### Available data
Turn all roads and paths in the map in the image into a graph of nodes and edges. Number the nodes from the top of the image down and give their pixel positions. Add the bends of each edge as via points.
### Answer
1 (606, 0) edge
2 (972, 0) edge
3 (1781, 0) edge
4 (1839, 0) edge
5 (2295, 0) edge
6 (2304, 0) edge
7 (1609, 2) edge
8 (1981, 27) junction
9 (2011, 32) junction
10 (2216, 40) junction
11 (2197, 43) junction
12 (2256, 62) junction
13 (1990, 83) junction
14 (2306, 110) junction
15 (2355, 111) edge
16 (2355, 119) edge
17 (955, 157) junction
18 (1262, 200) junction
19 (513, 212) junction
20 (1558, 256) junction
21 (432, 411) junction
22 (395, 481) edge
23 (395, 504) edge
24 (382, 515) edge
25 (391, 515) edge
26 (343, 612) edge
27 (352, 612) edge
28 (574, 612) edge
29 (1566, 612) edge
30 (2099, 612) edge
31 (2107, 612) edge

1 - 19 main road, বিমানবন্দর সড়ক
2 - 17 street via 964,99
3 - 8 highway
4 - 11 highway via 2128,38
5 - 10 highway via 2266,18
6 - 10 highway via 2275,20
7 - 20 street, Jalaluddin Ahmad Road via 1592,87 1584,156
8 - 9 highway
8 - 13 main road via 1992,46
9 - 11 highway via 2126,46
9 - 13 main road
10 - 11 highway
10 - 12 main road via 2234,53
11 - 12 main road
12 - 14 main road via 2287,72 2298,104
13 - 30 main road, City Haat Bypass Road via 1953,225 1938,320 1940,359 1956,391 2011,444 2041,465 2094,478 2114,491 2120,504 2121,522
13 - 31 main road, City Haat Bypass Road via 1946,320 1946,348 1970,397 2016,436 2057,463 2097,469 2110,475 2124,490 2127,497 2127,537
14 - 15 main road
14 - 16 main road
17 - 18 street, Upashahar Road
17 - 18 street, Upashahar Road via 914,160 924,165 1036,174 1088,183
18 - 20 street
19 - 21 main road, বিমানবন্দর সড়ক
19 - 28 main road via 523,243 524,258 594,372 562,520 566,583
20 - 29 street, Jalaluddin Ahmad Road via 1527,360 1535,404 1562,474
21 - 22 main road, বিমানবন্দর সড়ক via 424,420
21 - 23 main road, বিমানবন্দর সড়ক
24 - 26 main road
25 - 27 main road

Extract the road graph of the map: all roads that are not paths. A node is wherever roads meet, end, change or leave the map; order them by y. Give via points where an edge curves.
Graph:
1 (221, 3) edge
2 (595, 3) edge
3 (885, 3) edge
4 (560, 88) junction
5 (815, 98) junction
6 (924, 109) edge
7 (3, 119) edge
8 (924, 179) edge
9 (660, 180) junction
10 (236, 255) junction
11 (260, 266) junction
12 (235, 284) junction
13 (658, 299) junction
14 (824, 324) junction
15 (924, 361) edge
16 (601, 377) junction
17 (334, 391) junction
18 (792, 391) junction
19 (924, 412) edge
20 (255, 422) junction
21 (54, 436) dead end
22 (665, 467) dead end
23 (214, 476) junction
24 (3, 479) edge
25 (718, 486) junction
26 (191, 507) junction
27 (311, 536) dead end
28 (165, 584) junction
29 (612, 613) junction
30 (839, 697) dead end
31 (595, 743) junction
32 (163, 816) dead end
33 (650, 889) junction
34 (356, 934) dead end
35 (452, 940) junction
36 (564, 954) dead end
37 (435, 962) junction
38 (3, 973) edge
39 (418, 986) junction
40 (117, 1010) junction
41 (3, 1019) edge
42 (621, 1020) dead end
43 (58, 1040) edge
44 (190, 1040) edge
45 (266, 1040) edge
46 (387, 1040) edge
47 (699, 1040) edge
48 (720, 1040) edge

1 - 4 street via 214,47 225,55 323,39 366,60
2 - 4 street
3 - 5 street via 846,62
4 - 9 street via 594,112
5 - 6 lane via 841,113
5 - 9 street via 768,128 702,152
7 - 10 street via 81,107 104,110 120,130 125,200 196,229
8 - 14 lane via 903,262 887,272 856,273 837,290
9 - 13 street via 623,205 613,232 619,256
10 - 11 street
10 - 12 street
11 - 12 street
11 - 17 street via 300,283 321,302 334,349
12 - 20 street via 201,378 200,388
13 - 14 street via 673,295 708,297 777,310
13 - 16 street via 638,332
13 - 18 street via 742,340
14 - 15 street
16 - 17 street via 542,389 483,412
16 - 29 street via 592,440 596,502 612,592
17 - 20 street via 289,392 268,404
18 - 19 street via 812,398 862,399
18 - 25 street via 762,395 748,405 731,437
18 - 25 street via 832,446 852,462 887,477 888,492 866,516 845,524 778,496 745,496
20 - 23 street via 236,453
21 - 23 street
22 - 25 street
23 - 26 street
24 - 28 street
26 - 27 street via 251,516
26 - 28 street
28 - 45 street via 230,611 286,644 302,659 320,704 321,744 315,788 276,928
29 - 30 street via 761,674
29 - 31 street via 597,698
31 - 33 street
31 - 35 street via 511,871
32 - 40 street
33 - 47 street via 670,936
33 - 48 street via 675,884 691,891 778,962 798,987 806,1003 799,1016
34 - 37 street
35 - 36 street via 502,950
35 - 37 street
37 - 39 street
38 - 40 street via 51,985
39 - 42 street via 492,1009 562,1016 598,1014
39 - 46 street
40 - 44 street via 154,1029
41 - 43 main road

### Task description
Please return each line of the data above in which the word "lane" occurs.

### Answer to this exercise
5 - 6 lane via 841,113
8 - 14 lane via 903,262 887,272 856,273 837,290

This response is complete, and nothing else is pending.